O texto grego “dos Setenta” tornou-se comum entre os
cristãos; e portanto, o cânon completo, incluindo os
sete livros e os fragmentos de Ester e Daniel, passou para o uso
dos cristãos.
Das
350 citações do Antigo Testamento que há no
Novo, 300 são tiradas da Versão dos Setenta, o que
mostra o uso da Bíblia completa pelos apóstolos. Verificamos
também que nos livros do Novo Testamento há citações
dos livros que os judeus nacionalistas da Palestina rejeitaram.
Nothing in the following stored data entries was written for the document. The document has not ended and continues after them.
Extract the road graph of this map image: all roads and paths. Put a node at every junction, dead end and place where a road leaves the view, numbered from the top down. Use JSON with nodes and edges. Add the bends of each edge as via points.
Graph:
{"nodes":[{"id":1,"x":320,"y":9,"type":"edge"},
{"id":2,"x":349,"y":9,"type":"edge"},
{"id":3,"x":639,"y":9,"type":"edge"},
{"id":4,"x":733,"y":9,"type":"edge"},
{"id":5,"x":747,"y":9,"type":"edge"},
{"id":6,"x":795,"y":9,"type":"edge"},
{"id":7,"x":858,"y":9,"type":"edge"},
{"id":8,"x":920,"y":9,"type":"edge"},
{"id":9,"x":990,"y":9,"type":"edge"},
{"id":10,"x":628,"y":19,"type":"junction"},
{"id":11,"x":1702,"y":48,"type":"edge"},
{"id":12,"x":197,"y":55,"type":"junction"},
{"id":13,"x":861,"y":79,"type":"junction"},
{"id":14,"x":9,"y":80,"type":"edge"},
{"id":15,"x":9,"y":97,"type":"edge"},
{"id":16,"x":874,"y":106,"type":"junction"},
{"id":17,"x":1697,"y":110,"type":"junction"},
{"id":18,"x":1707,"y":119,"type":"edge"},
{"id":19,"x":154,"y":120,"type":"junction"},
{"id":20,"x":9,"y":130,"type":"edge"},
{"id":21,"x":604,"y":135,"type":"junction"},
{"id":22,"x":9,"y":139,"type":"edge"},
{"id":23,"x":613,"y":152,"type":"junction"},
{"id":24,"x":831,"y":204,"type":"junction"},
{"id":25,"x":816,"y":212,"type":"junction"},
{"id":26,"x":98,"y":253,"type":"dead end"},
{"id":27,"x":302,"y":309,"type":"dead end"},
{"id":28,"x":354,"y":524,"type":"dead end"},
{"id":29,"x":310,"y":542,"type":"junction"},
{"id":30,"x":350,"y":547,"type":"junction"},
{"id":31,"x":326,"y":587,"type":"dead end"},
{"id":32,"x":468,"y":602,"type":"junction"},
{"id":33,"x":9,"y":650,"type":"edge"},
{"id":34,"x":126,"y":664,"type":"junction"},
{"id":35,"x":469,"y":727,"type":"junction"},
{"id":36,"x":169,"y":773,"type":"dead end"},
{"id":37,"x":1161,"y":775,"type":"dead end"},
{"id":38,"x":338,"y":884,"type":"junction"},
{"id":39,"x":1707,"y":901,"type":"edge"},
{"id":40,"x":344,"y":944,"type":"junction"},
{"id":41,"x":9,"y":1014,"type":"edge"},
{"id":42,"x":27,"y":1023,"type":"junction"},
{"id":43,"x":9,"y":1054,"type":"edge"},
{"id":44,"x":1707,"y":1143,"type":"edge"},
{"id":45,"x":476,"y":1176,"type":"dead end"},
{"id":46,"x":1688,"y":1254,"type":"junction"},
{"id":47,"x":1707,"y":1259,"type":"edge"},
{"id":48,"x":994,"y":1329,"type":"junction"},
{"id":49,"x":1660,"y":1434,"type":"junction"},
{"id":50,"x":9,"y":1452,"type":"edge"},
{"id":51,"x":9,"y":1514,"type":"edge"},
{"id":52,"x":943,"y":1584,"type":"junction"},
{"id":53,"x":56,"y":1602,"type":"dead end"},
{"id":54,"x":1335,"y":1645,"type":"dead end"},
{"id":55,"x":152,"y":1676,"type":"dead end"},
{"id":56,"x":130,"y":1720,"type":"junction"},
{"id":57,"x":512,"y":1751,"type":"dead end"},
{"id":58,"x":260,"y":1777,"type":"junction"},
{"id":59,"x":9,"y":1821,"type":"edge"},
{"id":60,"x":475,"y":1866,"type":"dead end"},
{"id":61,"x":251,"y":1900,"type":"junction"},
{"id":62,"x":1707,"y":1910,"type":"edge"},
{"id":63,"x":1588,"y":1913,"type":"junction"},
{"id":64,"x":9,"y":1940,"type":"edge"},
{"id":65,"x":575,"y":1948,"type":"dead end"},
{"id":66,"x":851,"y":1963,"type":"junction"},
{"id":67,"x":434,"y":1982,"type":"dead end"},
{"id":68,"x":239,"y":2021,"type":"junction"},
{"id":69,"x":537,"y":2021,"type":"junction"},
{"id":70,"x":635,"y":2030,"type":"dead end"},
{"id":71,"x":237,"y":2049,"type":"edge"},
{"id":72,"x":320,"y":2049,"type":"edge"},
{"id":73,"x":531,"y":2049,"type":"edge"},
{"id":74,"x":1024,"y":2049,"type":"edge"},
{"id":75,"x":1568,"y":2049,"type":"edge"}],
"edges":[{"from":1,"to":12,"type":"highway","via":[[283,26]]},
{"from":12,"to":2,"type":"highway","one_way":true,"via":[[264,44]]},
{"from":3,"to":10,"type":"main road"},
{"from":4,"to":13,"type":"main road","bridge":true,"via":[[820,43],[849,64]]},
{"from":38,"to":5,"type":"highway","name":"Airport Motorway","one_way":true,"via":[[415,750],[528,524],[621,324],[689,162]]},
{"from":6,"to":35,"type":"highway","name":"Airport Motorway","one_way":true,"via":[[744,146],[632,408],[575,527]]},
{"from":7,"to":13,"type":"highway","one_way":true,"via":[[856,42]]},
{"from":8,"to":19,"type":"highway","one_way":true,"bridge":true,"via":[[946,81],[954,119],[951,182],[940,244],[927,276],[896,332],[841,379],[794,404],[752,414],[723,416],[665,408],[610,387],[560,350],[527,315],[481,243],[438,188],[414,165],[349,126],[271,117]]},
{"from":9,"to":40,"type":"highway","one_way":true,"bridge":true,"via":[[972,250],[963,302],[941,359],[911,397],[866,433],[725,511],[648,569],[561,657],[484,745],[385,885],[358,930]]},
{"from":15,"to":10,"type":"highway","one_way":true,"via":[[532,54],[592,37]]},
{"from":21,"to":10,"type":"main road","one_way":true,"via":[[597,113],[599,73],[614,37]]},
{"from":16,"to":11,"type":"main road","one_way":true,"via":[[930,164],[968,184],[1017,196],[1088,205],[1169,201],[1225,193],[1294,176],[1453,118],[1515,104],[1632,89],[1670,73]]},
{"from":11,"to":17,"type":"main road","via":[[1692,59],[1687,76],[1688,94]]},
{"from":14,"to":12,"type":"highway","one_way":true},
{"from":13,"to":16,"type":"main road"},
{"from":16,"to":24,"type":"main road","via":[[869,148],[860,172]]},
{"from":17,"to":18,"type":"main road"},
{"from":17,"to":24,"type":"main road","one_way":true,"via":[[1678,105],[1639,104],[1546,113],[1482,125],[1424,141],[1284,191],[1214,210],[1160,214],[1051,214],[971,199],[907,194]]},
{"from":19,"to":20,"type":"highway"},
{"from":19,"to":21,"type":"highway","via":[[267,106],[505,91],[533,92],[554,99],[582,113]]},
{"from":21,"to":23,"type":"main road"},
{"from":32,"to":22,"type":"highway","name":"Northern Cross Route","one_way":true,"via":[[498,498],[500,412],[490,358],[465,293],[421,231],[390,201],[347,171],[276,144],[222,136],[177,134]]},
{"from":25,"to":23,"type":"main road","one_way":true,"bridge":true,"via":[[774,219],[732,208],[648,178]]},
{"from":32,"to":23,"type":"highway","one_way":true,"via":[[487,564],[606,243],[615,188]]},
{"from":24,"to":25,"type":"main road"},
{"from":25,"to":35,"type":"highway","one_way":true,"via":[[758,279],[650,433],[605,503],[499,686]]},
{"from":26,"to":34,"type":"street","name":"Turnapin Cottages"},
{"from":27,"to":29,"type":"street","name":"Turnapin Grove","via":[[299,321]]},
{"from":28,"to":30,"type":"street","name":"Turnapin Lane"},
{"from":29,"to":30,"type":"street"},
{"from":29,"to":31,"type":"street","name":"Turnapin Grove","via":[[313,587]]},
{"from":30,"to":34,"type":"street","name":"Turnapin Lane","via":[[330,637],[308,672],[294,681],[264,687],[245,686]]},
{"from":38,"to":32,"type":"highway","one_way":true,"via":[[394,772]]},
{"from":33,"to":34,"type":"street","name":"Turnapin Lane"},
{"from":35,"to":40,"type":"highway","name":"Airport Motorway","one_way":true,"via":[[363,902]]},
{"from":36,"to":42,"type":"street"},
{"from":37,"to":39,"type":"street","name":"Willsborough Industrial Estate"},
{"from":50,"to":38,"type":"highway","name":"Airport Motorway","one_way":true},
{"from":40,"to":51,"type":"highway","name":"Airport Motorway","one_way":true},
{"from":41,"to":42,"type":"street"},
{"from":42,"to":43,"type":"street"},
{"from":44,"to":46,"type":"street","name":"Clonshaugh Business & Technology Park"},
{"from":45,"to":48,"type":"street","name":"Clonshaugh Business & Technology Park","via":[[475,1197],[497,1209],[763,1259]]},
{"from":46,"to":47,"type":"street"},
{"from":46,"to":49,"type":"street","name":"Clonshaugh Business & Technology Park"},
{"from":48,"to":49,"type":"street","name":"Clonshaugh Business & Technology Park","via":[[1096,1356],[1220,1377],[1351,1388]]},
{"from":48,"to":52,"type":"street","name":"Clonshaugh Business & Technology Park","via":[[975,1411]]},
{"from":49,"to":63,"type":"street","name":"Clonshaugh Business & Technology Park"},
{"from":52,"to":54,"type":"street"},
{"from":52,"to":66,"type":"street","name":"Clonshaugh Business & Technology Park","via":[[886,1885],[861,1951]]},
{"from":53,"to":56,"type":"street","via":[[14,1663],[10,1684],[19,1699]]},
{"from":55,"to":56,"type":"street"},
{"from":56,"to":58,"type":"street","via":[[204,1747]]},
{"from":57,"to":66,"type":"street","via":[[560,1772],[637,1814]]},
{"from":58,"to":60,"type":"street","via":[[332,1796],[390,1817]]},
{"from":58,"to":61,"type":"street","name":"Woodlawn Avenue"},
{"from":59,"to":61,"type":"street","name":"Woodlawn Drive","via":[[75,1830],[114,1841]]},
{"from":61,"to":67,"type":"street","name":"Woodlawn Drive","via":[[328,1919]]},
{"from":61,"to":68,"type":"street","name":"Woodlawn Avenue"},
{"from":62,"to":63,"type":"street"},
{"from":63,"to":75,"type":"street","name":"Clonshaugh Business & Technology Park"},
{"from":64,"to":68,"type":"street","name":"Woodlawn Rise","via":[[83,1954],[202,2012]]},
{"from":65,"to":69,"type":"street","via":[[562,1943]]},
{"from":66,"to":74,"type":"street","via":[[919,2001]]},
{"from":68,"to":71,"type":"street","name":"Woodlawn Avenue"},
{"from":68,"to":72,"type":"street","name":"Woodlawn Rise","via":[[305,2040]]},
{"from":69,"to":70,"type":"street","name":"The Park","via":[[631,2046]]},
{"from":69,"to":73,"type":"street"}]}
Por exemplo: Rom 1,12-32 se refere a Sb 13,1-9; Rom 13,1 a Sb 6,3;
Mt 27,43 a Sb 2, 13.18; Tg 1,19 a Eclo 5,11; Mt 11,29s a Eclo 51,23-30;
Hb 11,34 a 2 Mac 6,18; 7,42; Ap 8,2 a Tb 12,15.
Nos
séculos II a IV houve dúvidas na Igreja sobre os sete
livros por causa da dificuldade do diálogo com os judeus.
Finalmente a Igreja, ficou com a Bíblia completa da Versão
dos Setenta, incluindo os sete livros.
Por
outro lado, é importante saber também que muitos outros
livros que todos os cristãos têm como canônicos,
não são citados nem mesmo implicitamente no Novo Testamento.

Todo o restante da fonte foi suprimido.